Zoro planned to go back to the forest was stopped by a large man with hairy arms who came offer him a free meal as compensation for being bitten by the fox. And Zoro just shrugged why not.
He still had time before Perona started sending her ghosts after him and the fox's cooked food made him curious about the human's cuisine.
So, he was escorted to a table while the man who introduced himself as Patty babbling on some nonsense.
“Sorry about the tyke. You are lucky that he didn’t bite your hand off, dude. He attacked a guy before but that man was a douche. Also, please don’t write about this incident on Tripadvisor, thanks! So, what do you want?”
“Meat.”
The man blinked, “We have different kinds of meat dishes which one do you like?”
Huh. Interesting. They were giving him choices.
“Cow.”
“…You will get a steak,” said the staff after a big pause. “What’s a level of doneness do you want for your steak: rare, medium, or well done?”
“Raw.”
“…Rare, that's! Be right back!”
As far as Zoro’s first time ordering food in a human restaurant goes, it went smoothly.
The same bulky staff came back with a cut of cooked beef, even Zoro asked for a raw one. It was piping hot for Zoro to eat so he waited for it to cool off.
The man came back to check on him again, “Is everything alright?” He looked a bit on edge. Weirdo.
“Almost.”
“Almost what?”
Zoro deemed to food cool enough so he grabbed the steak with both of his hands and started tearing it off with his teeth, spilling the meat juice everywhere.
Patty gasped in horror. The waitresses and guests gasped in horror as they were subjected to witness savagery. The fox who was watching the swordsman behind the kitchen door was almost dying from the second-hand embarrassment.

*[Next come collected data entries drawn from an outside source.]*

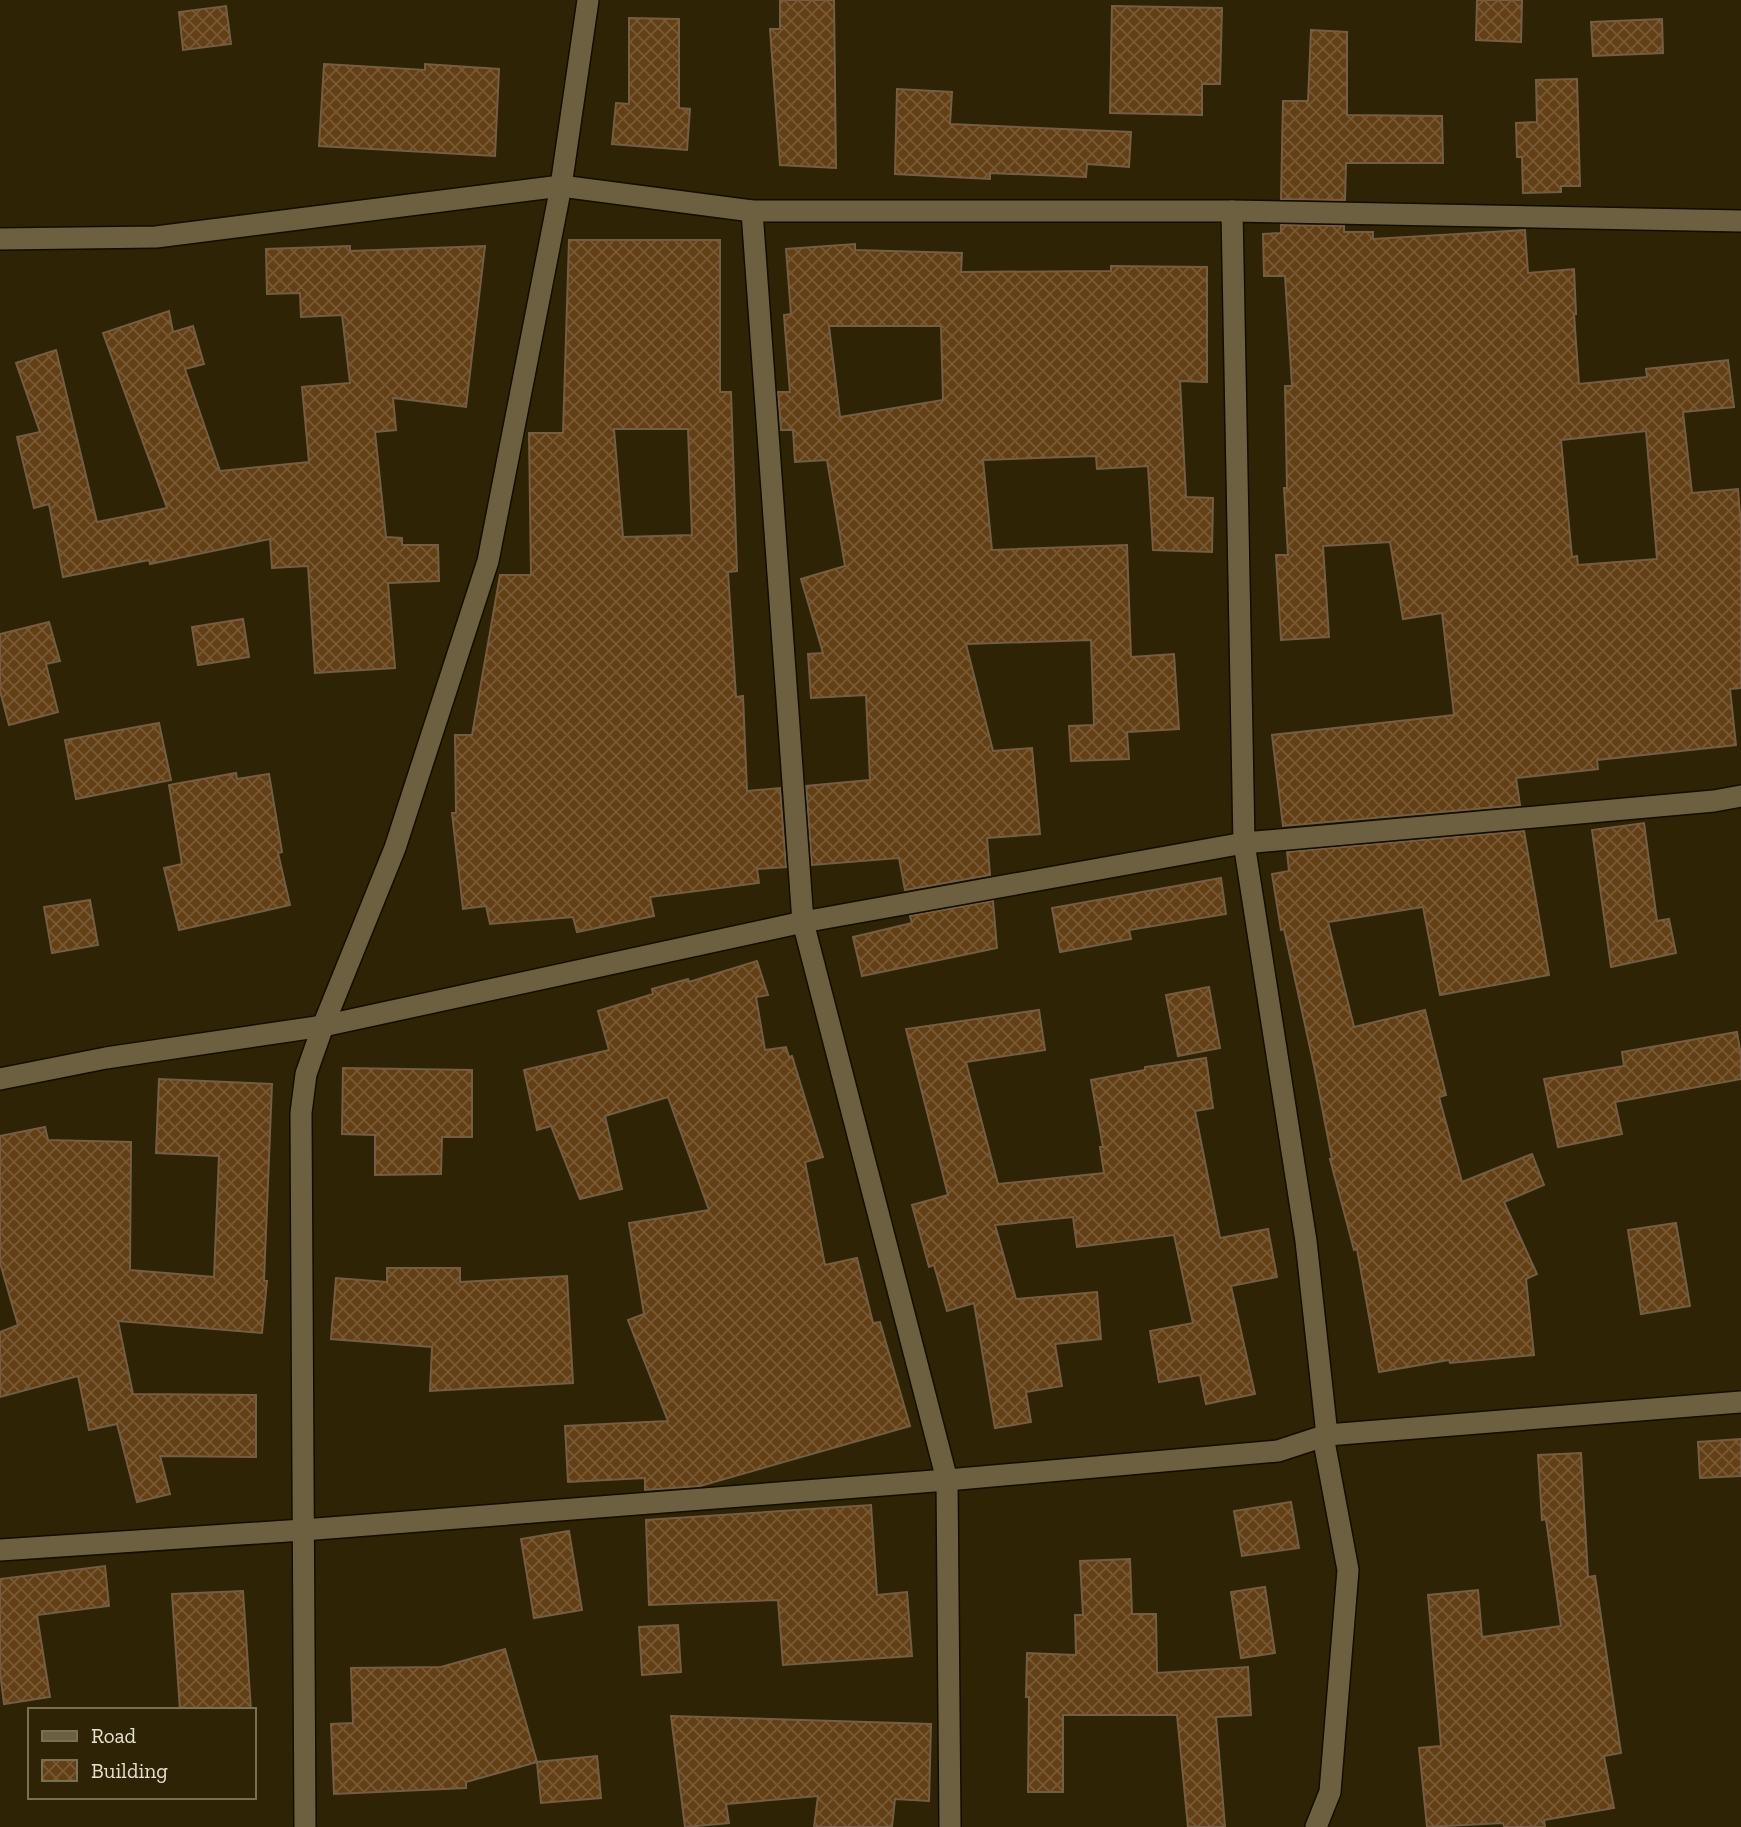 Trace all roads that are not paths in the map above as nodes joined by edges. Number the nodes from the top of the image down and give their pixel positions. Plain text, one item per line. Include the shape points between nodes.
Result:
1 (588, 0) edge
2 (561, 186) junction
3 (752, 211) junction
4 (1232, 211) junction
5 (1741, 221) edge
6 (0, 239) edge
7 (1741, 796) edge
8 (1244, 843) junction
9 (803, 922) junction
10 (323, 1026) junction
11 (0, 1079) edge
12 (1741, 1402) edge
13 (1325, 1436) junction
14 (947, 1479) junction
15 (303, 1530) junction
16 (0, 1550) edge
17 (305, 1827) edge
18 (950, 1827) edge
19 (1316, 1827) edge

1 - 2 street
2 - 3 street
2 - 6 street via 156,237
2 - 10 street via 488,561 394,848
3 - 4 street
3 - 9 street
4 - 5 street
4 - 8 street
7 - 8 street
8 - 9 street
8 - 13 street via 1306,1241
9 - 10 street
9 - 14 street
10 - 11 street via 106,1058
10 - 15 street via 306,1074 301,1113
12 - 13 street
13 - 14 street via 1278,1451
13 - 19 street via 1348,1570 1330,1792
14 - 15 street
14 - 18 street
15 - 16 street
15 - 17 street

“This is a knife and this is a fork,” the cook placed the silver utensils on the picnic linen that he brought with him along with the basket of food and drink. Several days later, it was a warm sunny day and they were having lunch together. This time was on the meadow Zoro had recently discovered while exploring around the forest (not getting lost). The cook was overjoyed to see wildflowers and Zoro was content with the alcohol he brought– that until the cook brought up the table etiquette issue again. “This is a soup spoon for soup –“
“I know what they are, shit cook. I’m not stupid,”
“Then use them. You traumatized my people.”
“Why? There is no human to see me when I eat. Why bother?”
The cook pouted and Zoro yawned.
He went to lie down on the grass field and closed his eye.
Seeing Marimo on the sea of green grass made Sanji remember about a certain question about the swordsman he had yet no answer to, “You haven't told me yet why your hair is green?”
Marimo groaned, “It’s noticeable. Human street fighters called delinquents always have unnatural hair. I need to attract their attention so I can fight them and get stronger. That’s it.”
As he finished, he turned back to his wolf form to avoid being interrogated anymore. To anyone and perhaps Sanji on their first encounter, the wolf's gigantic form looked so terrifying. He didn’t know since he started to see the wolf as just a giant ball of fur. Still dangerous and grumpy, though. But, right now, lying amidst wildflowers, he looked very perfect to be a fox bed for a fox to nap on. Logically, Sanji went to curl up on top of the wolf.
The wolf growled softly. You smell like a human shampoo.
I bath twice a day, the fox kneaded the wolf to prepare his bed.
You have no dignity, snorted the wolf.
You never live until you take a warm bubble bath, marimo, the fox said sagely before wrapping the tail around himself.
The two animals had slept through the whole peaceful afternoon. They didn't sense nor see the black hawk flew past them to the castle.